The mask lift
The mask-lift is a procedure very similar to a forehead lift but takes place in deeper planes which allow for bone work.
It can correct forehead and inter-brow wrinkles, but also external sagging of the eyebrows (it is a good complement to cosmetic eyelid surgery), the orbital frame, it can allow for external tarsorrhaphy, i.e., stretching of the palpebral cleft (almond-shaped eyes), or traction of the cheekbones, or the placement of grafts.
Indications and contraindications for Mask-lift
Presented to the French Society of Plastic Surgery in 1986, the Mask Lift was initially used for craniofacial malformations and reconstructive surgery (for reconstruction after an accident or injury). Also called the "mask" lift, this technique combines a lift of the cheekbones, temples, and forehead with orbital reshaping.
The Mask Lift is a technique that can be useful for facial rejuvenation because it addresses bone aging. Indeed, certain unfavorable bone characteristics, such as thickening or erosion, often appear with age, hence the benefit of this technique. Its rejuvenating effect is primarily based on three actions: augmenting resorbed bone, reducing hypertrophied bone, and lifting the facial mask (the skin, hypodermis, deep muscle layer, and periosteum).

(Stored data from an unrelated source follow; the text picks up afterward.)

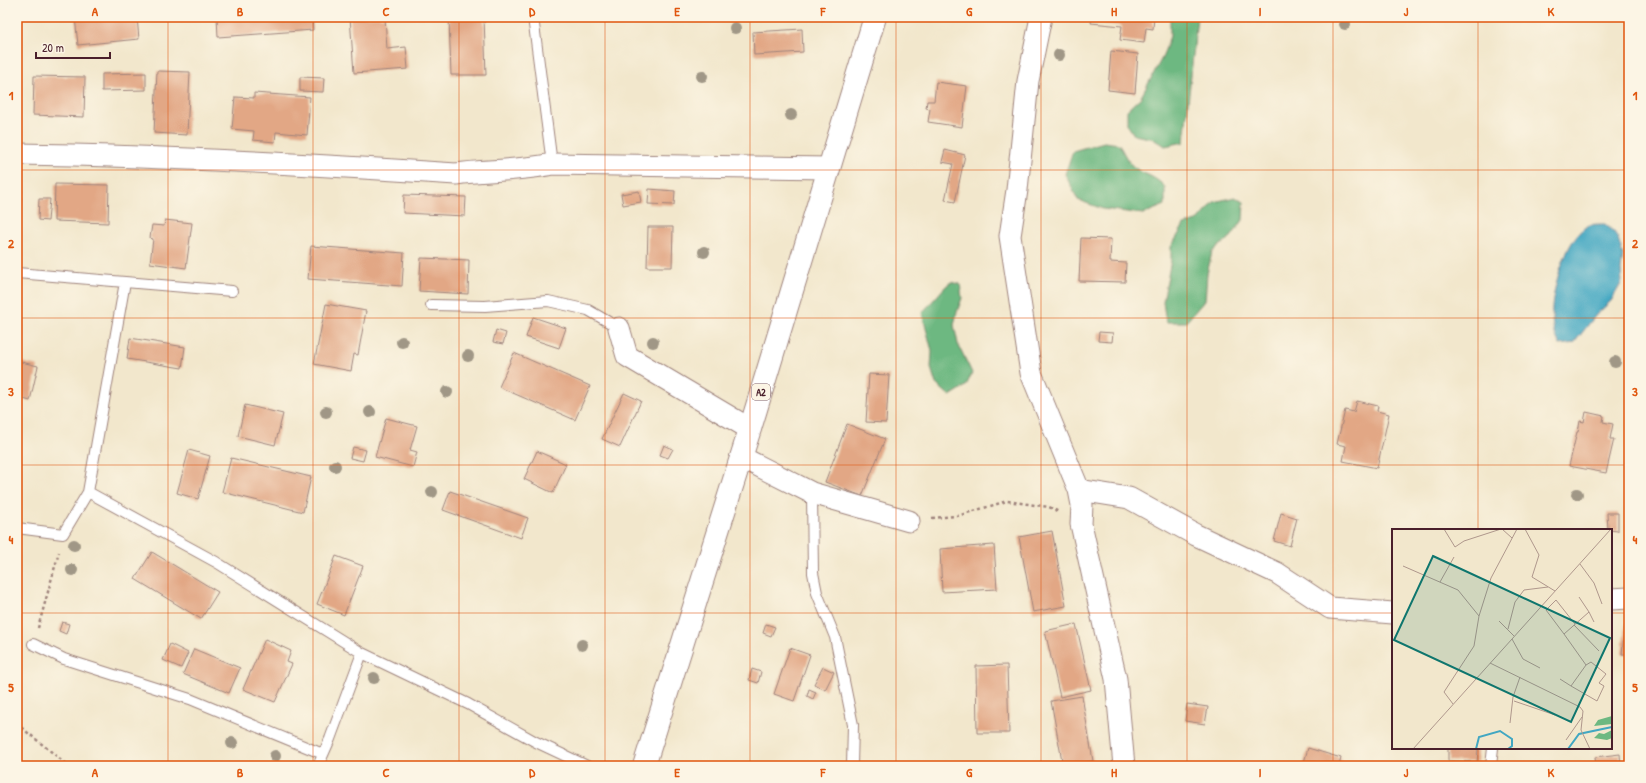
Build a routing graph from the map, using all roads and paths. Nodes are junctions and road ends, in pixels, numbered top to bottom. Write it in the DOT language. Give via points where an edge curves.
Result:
graph roads {
  1 [pos="533,17"];
  2 [pos="875,17"];
  3 [pos="1040,17"];
  4 [pos="17,154"];
  5 [pos="552,164"];
  6 [pos="829,168"];
  7 [pos="17,273"];
  8 [pos="125,282"];
  9 [pos="232,291"];
  10 [pos="431,305"];
  11 [pos="620,328"];
  12 [pos="750,429"];
  13 [pos="741,457"];
  14 [pos="1079,490"];
  15 [pos="88,492"];
  16 [pos="812,493"];
  17 [pos="909,521"];
  18 [pos="1081,524"];
  19 [pos="17,528"];
  20 [pos="63,534"];
  21 [pos="1629,598"];
  22 [pos="1612,599"];
  23 [pos="1392,613"];
  24 [pos="34,644"];
  25 [pos="362,653"];
  26 [pos="17,724"];
  27 [pos="1493,749"];
  28 [pos="323,754"];
  29 [pos="69,766"];
  30 [pos="318,766"];
  31 [pos="587,766"];
  32 [pos="644,766"];
  33 [pos="852,766"];
  34 [pos="1124,766"];
  35 [pos="1491,766"];
  1 -- 5 [label="lane"];
  2 -- 6 [label="main road, A2"];
  3 -- 14 [label="street" via="1028,81 1010,236 1031,373"];
  4 -- 5 [label="street" via="78,154 456,174 534,168"];
  5 -- 6 [label="street"];
  6 -- 12 [label="main road, A2"];
  7 -- 8 [label="lane"];
  8 -- 9 [label="lane"];
  8 -- 15 [label="lane"];
  10 -- 11 [label="lane" via="485,306 548,301 588,310"];
  11 -- 12 [label="street" via="627,356"];
  12 -- 13 [label="main road, A2"];
  13 -- 16 [label="street"];
  13 -- 32 [label="main road, A2"];
  14 -- 18 [label="street" via="1082,505"];
  14 -- 23 [label="street" via="1129,498 1196,535 1277,573 1330,608"];
  15 -- 20 [label="lane"];
  15 -- 25 [label="lane" via="216,562"];
  16 -- 17 [label="street"];
  16 -- 33 [label="lane" via="813,573 817,593 835,637 853,724"];
  17 -- 18 [label="path" via="957,516 1007,501 1049,507"];
  18 -- 34 [label="street" via="1116,679"];
  19 -- 20 [label="lane"];
  20 -- 24 [label="path"];
  21 -- 22 [label="street"];
  24 -- 28 [label="lane" via="64,659 190,699"];
  25 -- 28 [label="lane"];
  25 -- 31 [label="lane"];
  26 -- 29 [label="path"];
  27 -- 35 [label="lane"];
  28 -- 30 [label="lane"];
}
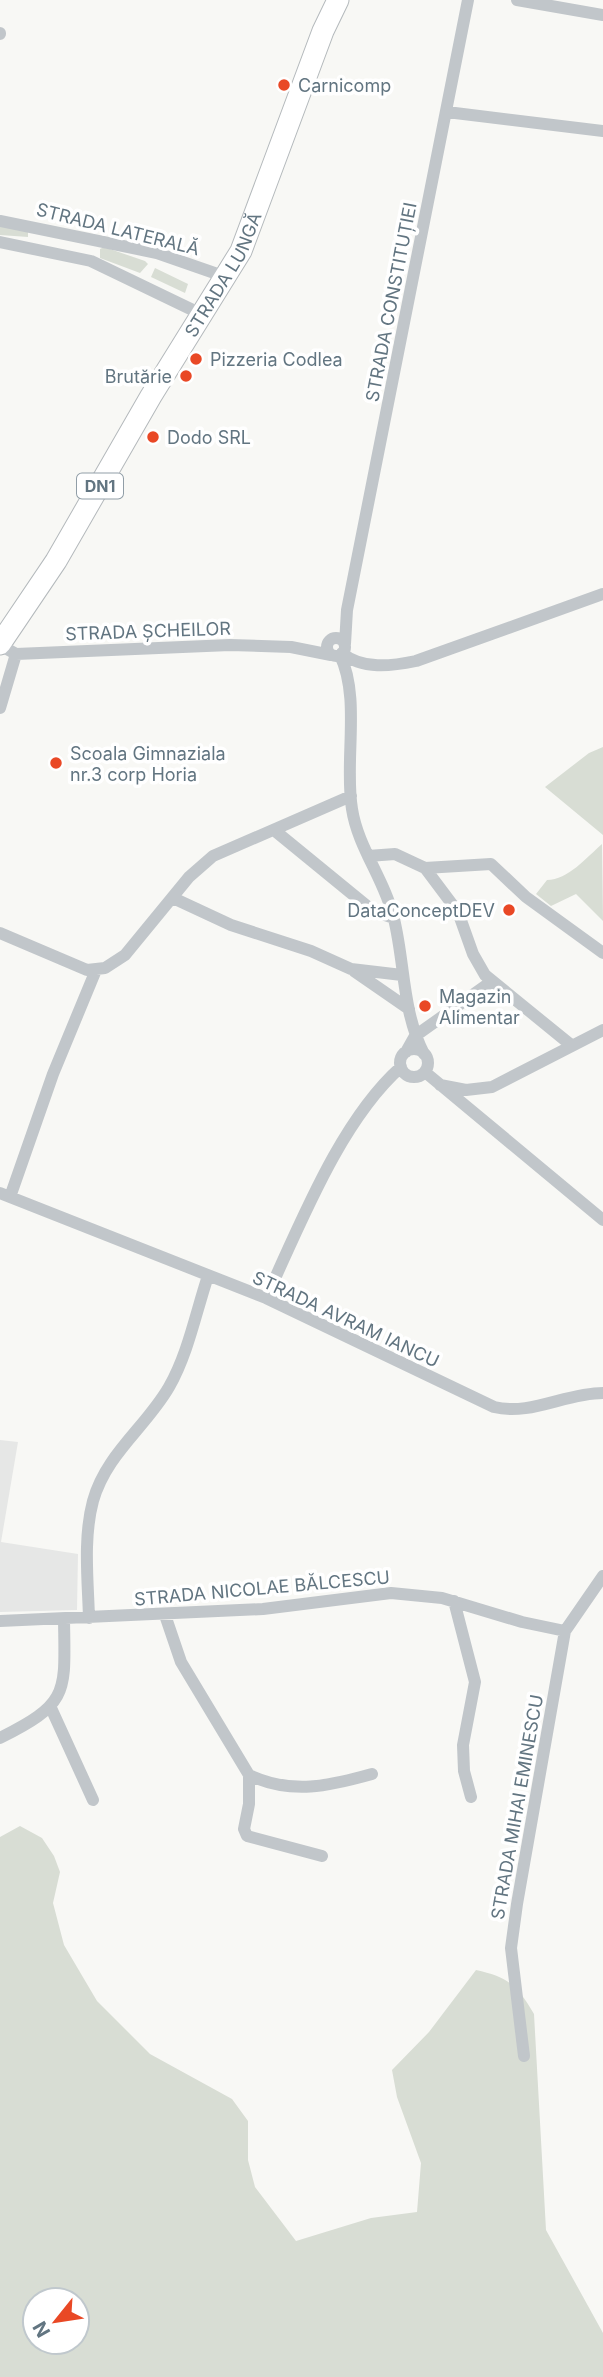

The result: the face gains character and radiance, and regains a more cheerful expression.
However, be aware that the Mask Lift induces changes in facial expression. It is therefore not recommended for individuals with personality disorders who may struggle to cope with the resulting changes. Furthermore, it is advisable to consult your doctor regarding any potential ophthalmological or age-related contraindications that might prevent this procedure.
Post-operative care
The post-operative care and precautions associated with a Mask Lift are comparable to those of a forehead lift. The procedure requires 24 hours of hospitalization, and social downtime is approximately 15 days.
The reduced sensitivity of the forehead may sometimes take some time to reappear.
Surgical risks
As with any intervention, there are risks of infection, bleeding or hematoma, more specifically there is a risk of persistent frontal sensory disturbances and of damaging the temporal branch of the facial nerve, causing a disorder of forehead mobility.